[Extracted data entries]
━━━━━━━━━━━━━━━━━━━━━━━━━━━━━━

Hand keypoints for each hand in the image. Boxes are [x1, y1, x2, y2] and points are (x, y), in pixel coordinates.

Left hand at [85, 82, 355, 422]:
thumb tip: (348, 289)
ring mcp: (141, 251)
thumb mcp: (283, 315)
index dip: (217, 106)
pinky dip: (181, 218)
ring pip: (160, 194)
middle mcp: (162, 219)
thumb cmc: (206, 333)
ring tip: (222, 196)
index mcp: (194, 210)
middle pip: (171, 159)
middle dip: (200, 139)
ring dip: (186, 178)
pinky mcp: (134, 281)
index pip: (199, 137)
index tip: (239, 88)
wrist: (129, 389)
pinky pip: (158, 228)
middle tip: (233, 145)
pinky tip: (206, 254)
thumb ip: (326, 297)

━━━━━━━━━━━━━━━━━━━━━━━━━━━━━━

= TASK STATEMENT =
All of the lines above that carry the string "pinky" need to be found and copied.

= ANSWER BELOW =
pinky dip: (181, 218)
pinky mcp: (134, 281)
pinky pip: (158, 228)
pinky tip: (206, 254)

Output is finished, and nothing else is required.